TASK DESCRIPTION
Write every entry out again, unchanged.

Stored data:
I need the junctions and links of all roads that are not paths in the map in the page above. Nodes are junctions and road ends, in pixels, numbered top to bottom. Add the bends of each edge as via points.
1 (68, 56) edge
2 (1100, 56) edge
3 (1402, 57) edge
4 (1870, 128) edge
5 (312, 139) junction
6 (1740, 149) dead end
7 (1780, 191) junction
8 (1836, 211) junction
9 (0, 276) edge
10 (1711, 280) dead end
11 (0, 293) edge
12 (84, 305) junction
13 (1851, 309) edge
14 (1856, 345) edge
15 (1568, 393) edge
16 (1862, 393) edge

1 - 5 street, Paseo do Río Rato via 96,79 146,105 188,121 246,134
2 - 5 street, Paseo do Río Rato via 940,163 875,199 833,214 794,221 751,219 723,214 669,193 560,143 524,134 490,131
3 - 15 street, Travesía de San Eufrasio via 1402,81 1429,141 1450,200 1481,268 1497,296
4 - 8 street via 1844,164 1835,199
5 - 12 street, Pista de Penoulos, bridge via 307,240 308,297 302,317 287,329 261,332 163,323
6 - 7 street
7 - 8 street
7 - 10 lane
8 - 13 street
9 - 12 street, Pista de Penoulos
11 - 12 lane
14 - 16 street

ANSWER BOX
I need the junctions and links of all roads that are not paths in the map in the page above. Nodes are junctions and road ends, in pixels, numbered top to bottom. Add the bends of each edge as via points.
1 (68, 56) edge
2 (1100, 56) edge
3 (1402, 57) edge
4 (1870, 128) edge
5 (312, 139) junction
6 (1740, 149) dead end
7 (1780, 191) junction
8 (1836, 211) junction
9 (0, 276) edge
10 (1711, 280) dead end
11 (0, 293) edge
12 (84, 305) junction
13 (1851, 309) edge
14 (1856, 345) edge
15 (1568, 393) edge
16 (1862, 393) edge

1 - 5 street, Paseo do Río Rato via 96,79 146,105 188,121 246,134
2 - 5 street, Paseo do Río Rato via 940,163 875,199 833,214 794,221 751,219 723,214 669,193 560,143 524,134 490,131
3 - 15 street, Travesía de San Eufrasio via 1402,81 1429,141 1450,200 1481,268 1497,296
4 - 8 street via 1844,164 1835,199
5 - 12 street, Pista de Penoulos, bridge via 307,240 308,297 302,317 287,329 261,332 163,323
6 - 7 street
7 - 8 street
7 - 10 lane
8 - 13 street
9 - 12 street, Pista de Penoulos
11 - 12 lane
14 - 16 street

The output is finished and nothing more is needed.